— TASK —
Entries follow. Set all of them down as they stand.

— RECORDS FOR THIS TASK —
^^^^^^^^^^^^^^^^

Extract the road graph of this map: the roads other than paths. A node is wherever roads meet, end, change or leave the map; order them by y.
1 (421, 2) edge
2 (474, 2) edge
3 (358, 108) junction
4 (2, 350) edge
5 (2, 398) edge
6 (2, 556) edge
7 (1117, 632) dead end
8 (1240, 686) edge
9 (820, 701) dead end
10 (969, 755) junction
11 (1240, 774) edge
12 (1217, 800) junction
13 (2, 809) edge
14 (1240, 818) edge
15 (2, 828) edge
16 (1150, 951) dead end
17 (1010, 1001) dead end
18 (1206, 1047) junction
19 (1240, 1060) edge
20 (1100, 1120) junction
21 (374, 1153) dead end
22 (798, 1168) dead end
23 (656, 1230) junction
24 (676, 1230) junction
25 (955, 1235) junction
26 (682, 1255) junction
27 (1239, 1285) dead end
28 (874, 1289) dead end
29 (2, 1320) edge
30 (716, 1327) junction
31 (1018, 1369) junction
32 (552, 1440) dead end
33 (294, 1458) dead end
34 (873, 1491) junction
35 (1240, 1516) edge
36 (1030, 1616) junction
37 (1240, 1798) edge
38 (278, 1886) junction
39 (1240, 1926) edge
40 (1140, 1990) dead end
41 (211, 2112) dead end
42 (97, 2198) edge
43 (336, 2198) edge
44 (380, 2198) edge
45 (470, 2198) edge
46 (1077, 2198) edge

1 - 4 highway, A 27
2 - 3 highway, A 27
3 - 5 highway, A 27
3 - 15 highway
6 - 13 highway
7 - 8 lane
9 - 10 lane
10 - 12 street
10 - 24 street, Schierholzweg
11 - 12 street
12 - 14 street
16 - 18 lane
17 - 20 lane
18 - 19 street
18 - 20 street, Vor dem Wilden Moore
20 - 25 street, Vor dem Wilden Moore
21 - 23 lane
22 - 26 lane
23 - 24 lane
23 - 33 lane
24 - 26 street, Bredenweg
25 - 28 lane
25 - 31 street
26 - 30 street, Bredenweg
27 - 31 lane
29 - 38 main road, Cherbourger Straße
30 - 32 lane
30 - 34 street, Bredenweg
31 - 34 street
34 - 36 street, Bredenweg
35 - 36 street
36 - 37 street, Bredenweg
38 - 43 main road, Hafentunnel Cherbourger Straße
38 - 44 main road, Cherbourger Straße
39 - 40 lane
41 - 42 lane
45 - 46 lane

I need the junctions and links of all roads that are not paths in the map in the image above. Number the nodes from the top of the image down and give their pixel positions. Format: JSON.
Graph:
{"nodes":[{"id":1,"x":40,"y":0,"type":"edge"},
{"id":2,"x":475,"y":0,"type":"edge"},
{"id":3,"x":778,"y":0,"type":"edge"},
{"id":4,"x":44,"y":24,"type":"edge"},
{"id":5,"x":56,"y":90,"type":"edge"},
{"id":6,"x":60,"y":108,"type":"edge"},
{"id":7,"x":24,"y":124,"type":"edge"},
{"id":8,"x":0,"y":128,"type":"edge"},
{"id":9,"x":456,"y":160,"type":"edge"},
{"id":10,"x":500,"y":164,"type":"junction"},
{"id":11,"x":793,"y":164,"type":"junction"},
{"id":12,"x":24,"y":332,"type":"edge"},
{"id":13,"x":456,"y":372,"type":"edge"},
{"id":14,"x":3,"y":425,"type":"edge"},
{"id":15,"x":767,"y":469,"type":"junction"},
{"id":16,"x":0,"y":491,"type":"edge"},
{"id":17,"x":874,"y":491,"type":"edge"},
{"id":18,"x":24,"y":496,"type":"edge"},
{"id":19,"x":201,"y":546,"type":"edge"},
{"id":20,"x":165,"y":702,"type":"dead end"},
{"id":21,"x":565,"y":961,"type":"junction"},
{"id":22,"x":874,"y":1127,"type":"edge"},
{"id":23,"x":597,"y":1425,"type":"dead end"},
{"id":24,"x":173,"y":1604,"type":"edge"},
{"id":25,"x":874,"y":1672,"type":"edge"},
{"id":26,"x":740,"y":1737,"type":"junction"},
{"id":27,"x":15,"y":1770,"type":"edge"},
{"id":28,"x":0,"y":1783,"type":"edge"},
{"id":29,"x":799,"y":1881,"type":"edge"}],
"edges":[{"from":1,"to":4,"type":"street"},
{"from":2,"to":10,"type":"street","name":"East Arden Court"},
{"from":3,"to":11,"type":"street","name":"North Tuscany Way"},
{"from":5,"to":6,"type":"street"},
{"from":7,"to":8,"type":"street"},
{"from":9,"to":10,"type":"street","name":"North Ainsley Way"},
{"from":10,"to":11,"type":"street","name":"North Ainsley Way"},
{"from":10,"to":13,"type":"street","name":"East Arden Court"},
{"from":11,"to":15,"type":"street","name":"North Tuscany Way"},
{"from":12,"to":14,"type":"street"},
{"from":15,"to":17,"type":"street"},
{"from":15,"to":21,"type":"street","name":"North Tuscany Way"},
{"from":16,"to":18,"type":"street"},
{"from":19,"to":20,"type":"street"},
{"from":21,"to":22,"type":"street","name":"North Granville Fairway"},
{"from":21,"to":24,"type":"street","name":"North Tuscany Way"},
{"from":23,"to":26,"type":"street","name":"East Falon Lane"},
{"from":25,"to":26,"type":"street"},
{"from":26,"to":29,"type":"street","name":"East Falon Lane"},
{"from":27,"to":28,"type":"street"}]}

^^^^^^^^^^^^^^^^

— REPLY TO THE TASK —
Extract the road graph of this map: the roads other than paths. A node is wherever roads meet, end, change or leave the map; order them by y.
1 (421, 2) edge
2 (474, 2) edge
3 (358, 108) junction
4 (2, 350) edge
5 (2, 398) edge
6 (2, 556) edge
7 (1117, 632) dead end
8 (1240, 686) edge
9 (820, 701) dead end
10 (969, 755) junction
11 (1240, 774) edge
12 (1217, 800) junction
13 (2, 809) edge
14 (1240, 818) edge
15 (2, 828) edge
16 (1150, 951) dead end
17 (1010, 1001) dead end
18 (1206, 1047) junction
19 (1240, 1060) edge
20 (1100, 1120) junction
21 (374, 1153) dead end
22 (798, 1168) dead end
23 (656, 1230) junction
24 (676, 1230) junction
25 (955, 1235) junction
26 (682, 1255) junction
27 (1239, 1285) dead end
28 (874, 1289) dead end
29 (2, 1320) edge
30 (716, 1327) junction
31 (1018, 1369) junction
32 (552, 1440) dead end
33 (294, 1458) dead end
34 (873, 1491) junction
35 (1240, 1516) edge
36 (1030, 1616) junction
37 (1240, 1798) edge
38 (278, 1886) junction
39 (1240, 1926) edge
40 (1140, 1990) dead end
41 (211, 2112) dead end
42 (97, 2198) edge
43 (336, 2198) edge
44 (380, 2198) edge
45 (470, 2198) edge
46 (1077, 2198) edge

1 - 4 highway, A 27
2 - 3 highway, A 27
3 - 5 highway, A 27
3 - 15 highway
6 - 13 highway
7 - 8 lane
9 - 10 lane
10 - 12 street
10 - 24 street, Schierholzweg
11 - 12 street
12 - 14 street
16 - 18 lane
17 - 20 lane
18 - 19 street
18 - 20 street, Vor dem Wilden Moore
20 - 25 street, Vor dem Wilden Moore
21 - 23 lane
22 - 26 lane
23 - 24 lane
23 - 33 lane
24 - 26 street, Bredenweg
25 - 28 lane
25 - 31 street
26 - 30 street, Bredenweg
27 - 31 lane
29 - 38 main road, Cherbourger Straße
30 - 32 lane
30 - 34 street, Bredenweg
31 - 34 street
34 - 36 street, Bredenweg
35 - 36 street
36 - 37 street, Bredenweg
38 - 43 main road, Hafentunnel Cherbourger Straße
38 - 44 main road, Cherbourger Straße
39 - 40 lane
41 - 42 lane
45 - 46 lane

I need the junctions and links of all roads that are not paths in the map in the image above. Number the nodes from the top of the image down and give their pixel positions. Format: JSON.
Graph:
{"nodes":[{"id":1,"x":40,"y":0,"type":"edge"},
{"id":2,"x":475,"y":0,"type":"edge"},
{"id":3,"x":778,"y":0,"type":"edge"},
{"id":4,"x":44,"y":24,"type":"edge"},
{"id":5,"x":56,"y":90,"type":"edge"},
{"id":6,"x":60,"y":108,"type":"edge"},
{"id":7,"x":24,"y":124,"type":"edge"},
{"id":8,"x":0,"y":128,"type":"edge"},
{"id":9,"x":456,"y":160,"type":"edge"},
{"id":10,"x":500,"y":164,"type":"junction"},
{"id":11,"x":793,"y":164,"type":"junction"},
{"id":12,"x":24,"y":332,"type":"edge"},
{"id":13,"x":456,"y":372,"type":"edge"},
{"id":14,"x":3,"y":425,"type":"edge"},
{"id":15,"x":767,"y":469,"type":"junction"},
{"id":16,"x":0,"y":491,"type":"edge"},
{"id":17,"x":874,"y":491,"type":"edge"},
{"id":18,"x":24,"y":496,"type":"edge"},
{"id":19,"x":201,"y":546,"type":"edge"},
{"id":20,"x":165,"y":702,"type":"dead end"},
{"id":21,"x":565,"y":961,"type":"junction"},
{"id":22,"x":874,"y":1127,"type":"edge"},
{"id":23,"x":597,"y":1425,"type":"dead end"},
{"id":24,"x":173,"y":1604,"type":"edge"},
{"id":25,"x":874,"y":1672,"type":"edge"},
{"id":26,"x":740,"y":1737,"type":"junction"},
{"id":27,"x":15,"y":1770,"type":"edge"},
{"id":28,"x":0,"y":1783,"type":"edge"},
{"id":29,"x":799,"y":1881,"type":"edge"}],
"edges":[{"from":1,"to":4,"type":"street"},
{"from":2,"to":10,"type":"street","name":"East Arden Court"},
{"from":3,"to":11,"type":"street","name":"North Tuscany Way"},
{"from":5,"to":6,"type":"street"},
{"from":7,"to":8,"type":"street"},
{"from":9,"to":10,"type":"street","name":"North Ainsley Way"},
{"from":10,"to":11,"type":"street","name":"North Ainsley Way"},
{"from":10,"to":13,"type":"street","name":"East Arden Court"},
{"from":11,"to":15,"type":"street","name":"North Tuscany Way"},
{"from":12,"to":14,"type":"street"},
{"from":15,"to":17,"type":"street"},
{"from":15,"to":21,"type":"street","name":"North Tuscany Way"},
{"from":16,"to":18,"type":"street"},
{"from":19,"to":20,"type":"street"},
{"from":21,"to":22,"type":"street","name":"North Granville Fairway"},
{"from":21,"to":24,"type":"street","name":"North Tuscany Way"},
{"from":23,"to":26,"type":"street","name":"East Falon Lane"},
{"from":25,"to":26,"type":"street"},
{"from":26,"to":29,"type":"street","name":"East Falon Lane"},
{"from":27,"to":28,"type":"street"}]}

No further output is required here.